The FDA Class II eye drop recall removed more than 2.5 million bottles of Lupin Pharmaceuticals' prednisolone acetate from the market on Thursday after the products were tied to a foreign substance. The recall was nationwide and covered bottles sold in 5 mL, 10 mL and 15 mL sizes.
Lupin Pharmaceuticals recall
Lupin Pharmaceuticals initiated the recall on June 4, and the FDA posted the action on its website Thursday. The eye drops were produced by the India-based Lupin and are used to reduce inflammation after eye surgery or for allergic and other conditions.

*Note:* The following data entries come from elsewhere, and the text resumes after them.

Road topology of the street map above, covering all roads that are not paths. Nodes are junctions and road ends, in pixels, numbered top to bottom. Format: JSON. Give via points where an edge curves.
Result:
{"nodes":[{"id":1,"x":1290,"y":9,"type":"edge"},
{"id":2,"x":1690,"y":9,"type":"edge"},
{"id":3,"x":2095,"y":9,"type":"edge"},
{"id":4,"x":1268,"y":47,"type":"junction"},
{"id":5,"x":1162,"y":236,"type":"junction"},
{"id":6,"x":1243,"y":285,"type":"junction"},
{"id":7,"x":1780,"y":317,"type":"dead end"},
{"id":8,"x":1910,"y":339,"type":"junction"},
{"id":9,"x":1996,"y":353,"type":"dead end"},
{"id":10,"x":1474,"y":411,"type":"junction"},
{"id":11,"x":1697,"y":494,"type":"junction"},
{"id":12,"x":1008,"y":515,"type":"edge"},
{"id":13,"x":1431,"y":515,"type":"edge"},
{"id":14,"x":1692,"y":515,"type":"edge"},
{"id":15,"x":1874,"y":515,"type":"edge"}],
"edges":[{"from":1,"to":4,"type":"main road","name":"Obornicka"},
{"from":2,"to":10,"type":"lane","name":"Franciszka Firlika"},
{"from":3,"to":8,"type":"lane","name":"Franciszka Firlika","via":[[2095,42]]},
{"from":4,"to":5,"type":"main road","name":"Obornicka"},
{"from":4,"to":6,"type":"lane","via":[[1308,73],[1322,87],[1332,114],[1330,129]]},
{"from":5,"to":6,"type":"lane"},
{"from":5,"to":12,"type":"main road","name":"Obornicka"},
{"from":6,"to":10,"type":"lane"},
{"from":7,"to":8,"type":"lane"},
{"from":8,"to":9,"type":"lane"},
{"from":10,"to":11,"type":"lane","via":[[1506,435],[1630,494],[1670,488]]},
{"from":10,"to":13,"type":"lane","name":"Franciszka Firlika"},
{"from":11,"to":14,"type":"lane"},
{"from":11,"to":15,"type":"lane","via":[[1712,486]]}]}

The Class II classification places the recall in the agency's second-highest risk category, a designation used when a product may cause adverse consequences if used. For people who have the recalled bottles, the practical step is not to treat the medication as routine stock: the FDA cautioned users of the eye drops to contact their eye doctor or pharmacist in order to properly react for their own conditions.
Foreign substance question
The recall notice uses the phrase “presence of foreign substance,” but neither the FDA nor Lupin identified what that substance was or how it got into the eye drops. That leaves the product name, the bottle sizes and the recall class clear, while the contamination itself stays unspecified.
Users of the recalled prednisolone acetate should check the bottle size against the recall and act through their eye doctor or pharmacist, rather than pausing treatment without guidance.